Трущобный двор. Фигура на углу.
Мерещится, что это Достоевский...

Здесь в пятой строфе поэт, словно очнувшись от «этого бреда» тогдашней жизни, угрюмо-безнадёжно сравнивает свою судьбу с судьбой собрата-поэта, коренного жителя этого города:

Куда меня, беднягу, занесло!
Таких картин вы сроду не видали,
Такие сны над вами не витали,
И да минует вас такое зло!

Борис Укачин. «Гори, сияй, звезда полей»

Коля, вот о ком мы говорили. Познакомься, поэт из Горного Алтая.

— Из Алтая?! А где этот Алтай? —Он поднял свою лысеющую небольшую голову, без особого интереса посмотрел на меня карими глазами и, ни к кому определенно не обращаясь, спросил: — А он что-нибудь кумекает в русских стихах?..

— Почитай что-нибудь, Коля, или спой — попросили хором ребята.

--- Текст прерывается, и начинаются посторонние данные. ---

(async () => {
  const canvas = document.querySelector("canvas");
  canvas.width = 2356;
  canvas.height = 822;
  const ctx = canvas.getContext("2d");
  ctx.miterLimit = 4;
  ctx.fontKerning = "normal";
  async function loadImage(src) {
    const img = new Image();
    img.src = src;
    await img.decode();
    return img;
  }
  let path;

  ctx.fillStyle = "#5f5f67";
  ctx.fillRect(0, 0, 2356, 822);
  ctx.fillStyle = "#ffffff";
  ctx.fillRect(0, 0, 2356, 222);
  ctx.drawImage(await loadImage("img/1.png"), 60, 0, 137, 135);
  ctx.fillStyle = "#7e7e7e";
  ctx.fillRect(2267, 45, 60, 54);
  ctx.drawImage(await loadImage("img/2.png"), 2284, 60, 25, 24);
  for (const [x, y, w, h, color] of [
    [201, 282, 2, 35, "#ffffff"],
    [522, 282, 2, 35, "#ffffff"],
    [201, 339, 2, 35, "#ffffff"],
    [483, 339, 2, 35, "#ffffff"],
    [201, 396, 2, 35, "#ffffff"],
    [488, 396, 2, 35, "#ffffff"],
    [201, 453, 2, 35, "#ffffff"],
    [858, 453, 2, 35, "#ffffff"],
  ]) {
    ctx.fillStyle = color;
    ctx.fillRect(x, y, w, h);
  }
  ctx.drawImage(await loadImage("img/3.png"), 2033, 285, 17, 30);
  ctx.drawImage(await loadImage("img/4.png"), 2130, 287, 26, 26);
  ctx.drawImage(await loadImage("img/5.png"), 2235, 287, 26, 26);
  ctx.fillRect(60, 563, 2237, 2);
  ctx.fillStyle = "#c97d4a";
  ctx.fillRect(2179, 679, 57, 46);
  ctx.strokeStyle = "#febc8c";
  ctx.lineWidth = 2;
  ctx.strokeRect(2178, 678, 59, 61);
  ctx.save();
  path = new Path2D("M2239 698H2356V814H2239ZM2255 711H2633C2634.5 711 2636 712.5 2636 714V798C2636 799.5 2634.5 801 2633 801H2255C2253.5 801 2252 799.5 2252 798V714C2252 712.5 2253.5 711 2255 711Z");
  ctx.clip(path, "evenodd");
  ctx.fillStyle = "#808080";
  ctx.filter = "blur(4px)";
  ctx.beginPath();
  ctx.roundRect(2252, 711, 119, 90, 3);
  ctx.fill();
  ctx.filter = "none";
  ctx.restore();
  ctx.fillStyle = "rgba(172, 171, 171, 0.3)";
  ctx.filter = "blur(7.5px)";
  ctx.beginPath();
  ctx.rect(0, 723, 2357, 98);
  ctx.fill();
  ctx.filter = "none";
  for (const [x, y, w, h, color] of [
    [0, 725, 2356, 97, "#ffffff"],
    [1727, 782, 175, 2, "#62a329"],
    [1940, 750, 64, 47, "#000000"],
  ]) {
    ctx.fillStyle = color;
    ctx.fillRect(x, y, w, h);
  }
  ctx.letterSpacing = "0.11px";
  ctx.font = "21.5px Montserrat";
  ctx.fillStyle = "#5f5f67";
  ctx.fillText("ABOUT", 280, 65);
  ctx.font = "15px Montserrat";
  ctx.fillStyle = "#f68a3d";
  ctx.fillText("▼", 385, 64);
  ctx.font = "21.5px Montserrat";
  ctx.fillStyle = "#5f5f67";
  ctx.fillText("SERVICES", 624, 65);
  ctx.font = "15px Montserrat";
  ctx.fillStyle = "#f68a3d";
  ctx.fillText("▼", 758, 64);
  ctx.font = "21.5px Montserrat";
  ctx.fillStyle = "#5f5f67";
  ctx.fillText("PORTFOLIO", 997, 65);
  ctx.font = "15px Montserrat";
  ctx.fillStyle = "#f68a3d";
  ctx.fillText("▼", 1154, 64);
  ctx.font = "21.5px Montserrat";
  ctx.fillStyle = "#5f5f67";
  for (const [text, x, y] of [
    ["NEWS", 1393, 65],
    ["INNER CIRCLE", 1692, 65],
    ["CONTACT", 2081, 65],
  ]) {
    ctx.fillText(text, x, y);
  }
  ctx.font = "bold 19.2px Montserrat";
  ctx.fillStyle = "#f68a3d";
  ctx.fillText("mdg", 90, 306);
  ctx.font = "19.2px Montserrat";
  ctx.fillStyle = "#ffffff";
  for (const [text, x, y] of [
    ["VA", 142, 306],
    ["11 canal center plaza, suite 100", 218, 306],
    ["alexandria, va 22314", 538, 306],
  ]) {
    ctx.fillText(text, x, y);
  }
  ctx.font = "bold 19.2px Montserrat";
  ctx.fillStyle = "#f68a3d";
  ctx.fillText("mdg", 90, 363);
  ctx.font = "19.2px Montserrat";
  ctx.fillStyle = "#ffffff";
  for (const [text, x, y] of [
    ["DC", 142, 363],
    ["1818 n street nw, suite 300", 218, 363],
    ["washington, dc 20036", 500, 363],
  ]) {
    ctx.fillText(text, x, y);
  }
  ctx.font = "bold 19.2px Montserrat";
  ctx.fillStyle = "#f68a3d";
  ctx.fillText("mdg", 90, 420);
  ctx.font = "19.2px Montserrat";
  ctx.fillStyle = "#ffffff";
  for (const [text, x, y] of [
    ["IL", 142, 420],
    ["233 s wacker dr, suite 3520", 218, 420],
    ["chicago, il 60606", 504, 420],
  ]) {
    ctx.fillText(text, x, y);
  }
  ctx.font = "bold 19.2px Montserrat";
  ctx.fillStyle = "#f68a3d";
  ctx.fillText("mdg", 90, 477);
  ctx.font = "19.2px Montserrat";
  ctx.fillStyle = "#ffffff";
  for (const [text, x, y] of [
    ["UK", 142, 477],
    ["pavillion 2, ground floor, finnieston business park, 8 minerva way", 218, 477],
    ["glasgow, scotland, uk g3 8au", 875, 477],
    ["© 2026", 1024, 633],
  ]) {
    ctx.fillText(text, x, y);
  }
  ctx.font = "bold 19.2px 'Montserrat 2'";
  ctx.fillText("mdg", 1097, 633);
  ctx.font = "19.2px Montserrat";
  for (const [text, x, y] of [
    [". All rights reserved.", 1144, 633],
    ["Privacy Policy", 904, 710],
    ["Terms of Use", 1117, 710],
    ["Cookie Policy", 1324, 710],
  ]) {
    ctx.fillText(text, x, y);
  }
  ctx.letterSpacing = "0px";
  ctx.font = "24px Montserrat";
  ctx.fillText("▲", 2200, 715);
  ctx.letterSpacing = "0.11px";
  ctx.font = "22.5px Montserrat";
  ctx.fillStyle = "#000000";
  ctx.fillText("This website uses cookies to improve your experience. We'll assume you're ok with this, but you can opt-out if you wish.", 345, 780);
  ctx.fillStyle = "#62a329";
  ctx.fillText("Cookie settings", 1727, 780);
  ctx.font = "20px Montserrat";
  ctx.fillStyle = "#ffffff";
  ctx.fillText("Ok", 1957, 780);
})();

А он, только что высказавший в мой адрес каверзный вопрос, по-прежнему угрюмо, как мне тогда показалось, нехотя бросил: «Достоевский» —и начал читать прерывистым, чуть завывающим голосом:

Трущобный двор. Фигура на углу.
Мерещится, что это Достоевский.
И желтый свет в окне без занавески
Горит, но не рассеивает мглу—

Я слушал его и действительно не «кумекал», что это за стихи. Как можно так писать в нынешнее время?! А может быть, ребята решили «шуткануть» надо мной?.. «Трущобный двор»—где это в нашей поэзии ныне видано? Есть ли вообще-то где-нибудь этот самый «трущобный двор»? А угрюмый человек по имени Коля Рубцов тем временем продолжает:

Поэт, как волк, напьется натощак.
И неподвижно, словно на портрете.
Все тяжелей сидит на табурете
И все молчит, не двигаясь никак.

Может быть, это стихи девятнадцатого века?.. Тогда, признаться, мне даже и в голову не приходило, что сидящий предо мной человек старается показать окружавший Достоевского мир.

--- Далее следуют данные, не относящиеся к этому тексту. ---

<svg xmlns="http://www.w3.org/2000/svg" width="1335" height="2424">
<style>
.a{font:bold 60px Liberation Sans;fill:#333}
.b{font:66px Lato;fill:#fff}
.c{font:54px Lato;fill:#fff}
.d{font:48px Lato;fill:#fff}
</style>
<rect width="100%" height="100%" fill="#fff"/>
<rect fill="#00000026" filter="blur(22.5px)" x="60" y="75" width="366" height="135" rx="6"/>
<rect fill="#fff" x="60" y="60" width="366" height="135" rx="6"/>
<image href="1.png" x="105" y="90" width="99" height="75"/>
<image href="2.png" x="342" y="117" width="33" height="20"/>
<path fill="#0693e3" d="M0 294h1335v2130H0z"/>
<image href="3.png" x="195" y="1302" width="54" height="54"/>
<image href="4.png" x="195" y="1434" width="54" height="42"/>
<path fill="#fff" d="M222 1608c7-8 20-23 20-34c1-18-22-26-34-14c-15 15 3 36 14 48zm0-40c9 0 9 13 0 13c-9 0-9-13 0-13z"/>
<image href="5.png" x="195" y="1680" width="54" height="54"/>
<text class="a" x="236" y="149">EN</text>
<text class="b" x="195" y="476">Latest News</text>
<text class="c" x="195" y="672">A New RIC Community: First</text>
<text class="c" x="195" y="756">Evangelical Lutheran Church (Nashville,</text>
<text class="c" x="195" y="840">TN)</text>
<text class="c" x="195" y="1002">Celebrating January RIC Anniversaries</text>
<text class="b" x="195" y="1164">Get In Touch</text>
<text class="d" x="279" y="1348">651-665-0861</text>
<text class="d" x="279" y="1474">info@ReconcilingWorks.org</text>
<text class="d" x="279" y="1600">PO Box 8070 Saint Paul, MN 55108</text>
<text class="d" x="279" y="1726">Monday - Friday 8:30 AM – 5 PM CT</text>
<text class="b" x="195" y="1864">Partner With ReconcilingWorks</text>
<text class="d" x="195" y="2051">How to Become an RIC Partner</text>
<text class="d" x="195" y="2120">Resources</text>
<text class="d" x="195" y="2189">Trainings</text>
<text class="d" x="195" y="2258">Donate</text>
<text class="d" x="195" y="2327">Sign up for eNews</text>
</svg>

Рубцов читал, иногда взмахивая худыми руками и ни на кого прямо не глядя. А в моем сердце вырастал протест. Я начинал сердится на Сережу Макарова, который обманул и разочаровал меня, сказав, что «познакомит с хорошим поэтом из Ленинграда». А о самом Рубцове думал, что он пришел в общежитие случайно, с улицы. Недоверчивая мысль укрепилась особенно после того, как он выдохнул, завершая своего «Достоевского»:

И все торчит.
В дверях торчит сосед,
Торчат слова,
Торчит бутылка водки,
Торчит в окне бессмысленный рассвет!
Опять стекло оконное в дожде,
Опять туманом тянет и ознобом...
Когда толпа потянется за гробом.
Ведь кто-то скажет:
«Он сгорел... в труде».

Именно при чтении этих стихов впервые увидел я Николая Рубцова и глубокую суть, и боль его стихов о трагической судьбе Достоевского, признаться, тогда я не понял.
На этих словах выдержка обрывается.